Non , maman, je n’étais pas dupe, si toi , phobique de l’hôpital , tu y allais de ton propre chef, c’est que ça n’allait pas bien. Je le savais.


Le personnel soignant a géré la crise comme il a pu, loin de moi l’idée de le juger, mais objectivement, je suis, à l’époque , tombée sur de véritables pourritures.


Ca parait aberrant aujourd’hui , mais durant le « confinement », aucun malade n’était en droit d’être assisté pour peu qu’il tienne debout un minimum. Je n’ai donc rien su de son rendez vous trimestriel avec l’oncologue.


« le traitement ne répond plus trop, on envisage un autre protocole, mais moi je ne veux pas hein, ça fait deux ans qu’il me sauve la vie. Je suis contente , j’ai convaincue l’onco de me le laisser »


Voilà tout ce que j’en ai su.

Je n’ai pas cherché à approfondir, elle était évasive, et je n’étais pas prête, alors je n’ai pas cherché…


Pendant son hospitalisation je l’avais au téléphone dix fois par jour.


Là encore, elle était évasive sur son état.

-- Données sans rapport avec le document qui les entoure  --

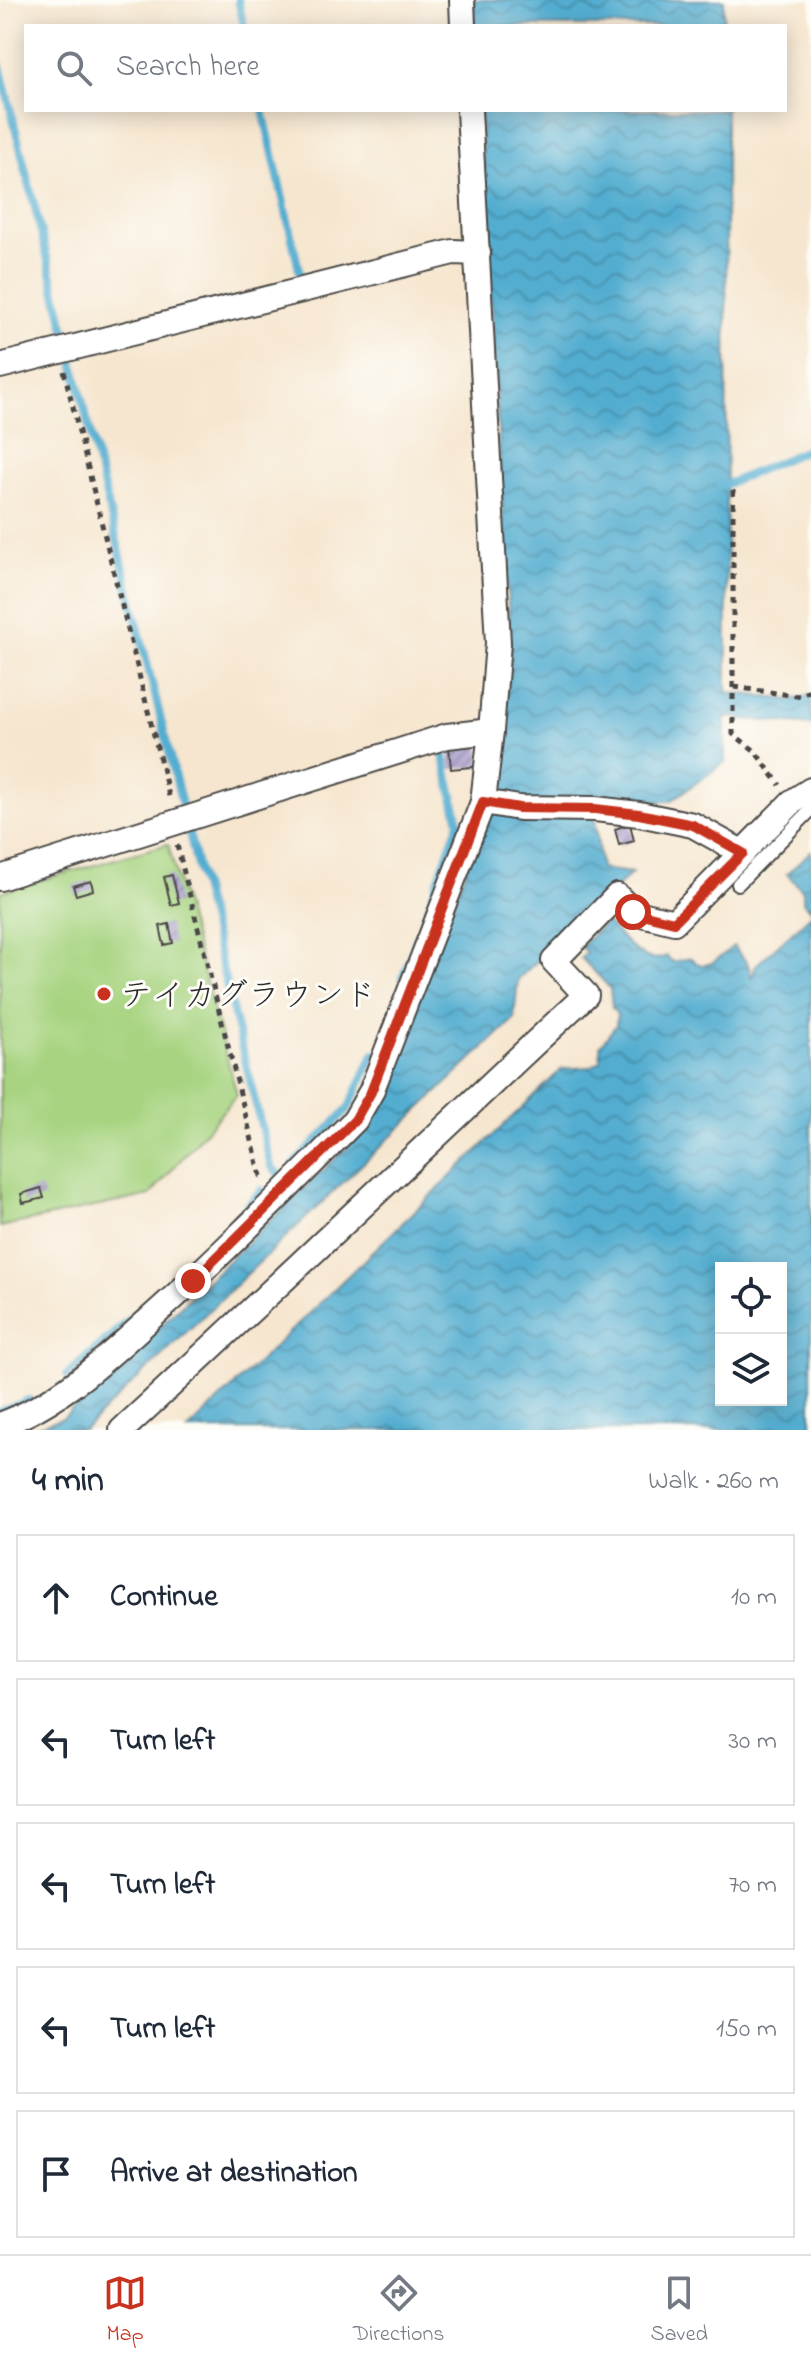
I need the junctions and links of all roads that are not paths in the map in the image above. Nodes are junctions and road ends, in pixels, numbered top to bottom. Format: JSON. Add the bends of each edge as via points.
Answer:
{"nodes":[{"id":1,"x":462,"y":0,"type":"edge"},
{"id":2,"x":463,"y":24,"type":"edge"},
{"id":3,"x":469,"y":112,"type":"edge"},
{"id":4,"x":478,"y":253,"type":"junction"},
{"id":5,"x":0,"y":366,"type":"edge"},
{"id":6,"x":491,"y":731,"type":"junction"},
{"id":7,"x":807,"y":797,"type":"edge"},
{"id":8,"x":483,"y":802,"type":"junction"},
{"id":9,"x":743,"y":853,"type":"junction"},
{"id":10,"x":0,"y":878,"type":"edge"},
{"id":11,"x":738,"y":884,"type":"dead end"},
{"id":12,"x":0,"y":1425,"type":"edge"},
{"id":13,"x":122,"y":1430,"type":"edge"}],
"edges":[{"from":1,"to":2,"type":"street"},
{"from":3,"to":4,"type":"street"},
{"from":4,"to":5,"type":"street","via":[[453,252]]},
{"from":4,"to":6,"type":"street","via":[[498,643]]},
{"from":6,"to":8,"type":"street"},
{"from":6,"to":10,"type":"street","via":[[447,736]]},
{"from":7,"to":9,"type":"street"},
{"from":7,"to":11,"type":"lane"},
{"from":8,"to":9,"type":"street","via":[[619,810],[693,825]]},
{"from":8,"to":12,"type":"street","via":[[371,1092],[355,1120],[108,1358],[48,1403]]},
{"from":9,"to":13,"type":"street","via":[[674,922],[633,912],[617,896],[554,961],[586,995]]}]}
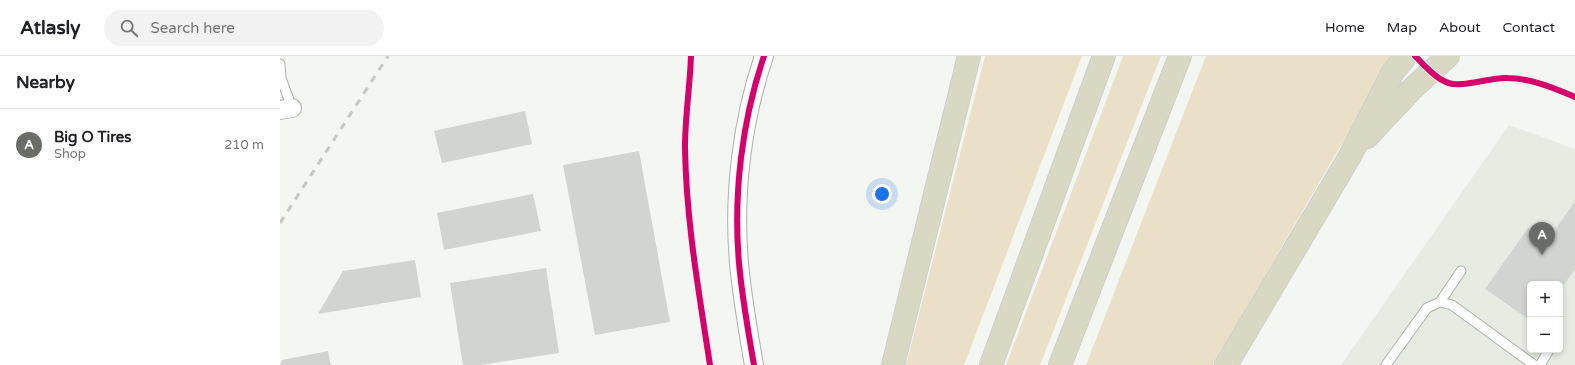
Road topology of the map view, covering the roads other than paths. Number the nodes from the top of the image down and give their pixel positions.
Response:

Elle, de nature si bavarde, ne lâchait rien.

J’ai appelé l’hôpital, de nombreuses fois. Personne n’était capable de me parler de ta grand-mère, personne jusqu’à cette horrible bonne femme.


-Bon, écoutez, tant qu’on vous empêche de la voir, soyez satisfaite, le jour où je vous autoriserai à venir c’est que ce sera la fin.


Je l’aurais étranglé de mes mains si je l’avais eu face à moi. Protégée derrière son téléphone et son anonymat, elle s’est défoulée ce jour là, et moi je suis allée prendre une douche pour vomir ma colère et mon chagrin loin de vos oreilles inquiètes.


Elle a passé un mois à l’hôpital, privée de ses filles, de ses petits-enfants, de son chien, de son chat, et nous, privés de vraies nouvelles quant à son état.


On m’a annoncé sa sortie mi-juin, froidement et c’est là que j’ai découvert les raisons de son hospitalisation


-Votre mère sort lundi 15 juin, pouvez-vous venir la chercher ?


-Biensur , mais quelqu’un va t’il enfin me dire ce qui s’est passé ? (En tant que personne de confiance il avait été décidé dès le départ que rien ne me serait épargné mais que du coup, on ne me laisserait pas dans l’incertitude)


-Occlusion intestinale, logique dans son état, c’est de ça qu’on part avec ce cancer là.


Oui oui, c’est bien du personnel médical qui nous parlait comme ça, qui me parlait comme ça de celle à qui je devais la vie. Je n’aimais déjà pas l’hôpital, on me faisait haïr les soignants.


J’ai appelé ta grand-mère sur le champs.


-Je vais venir te chercher , maman, tien encore quelques jours, tu seras bientôt à la maison.

Elle était aux anges et m’a même concédé de l’héberger quelques jours le temps d’être sur pieds.


Quand mardi 12 juin vers minuit le téléphone a sonné, mon cœur s’est figé.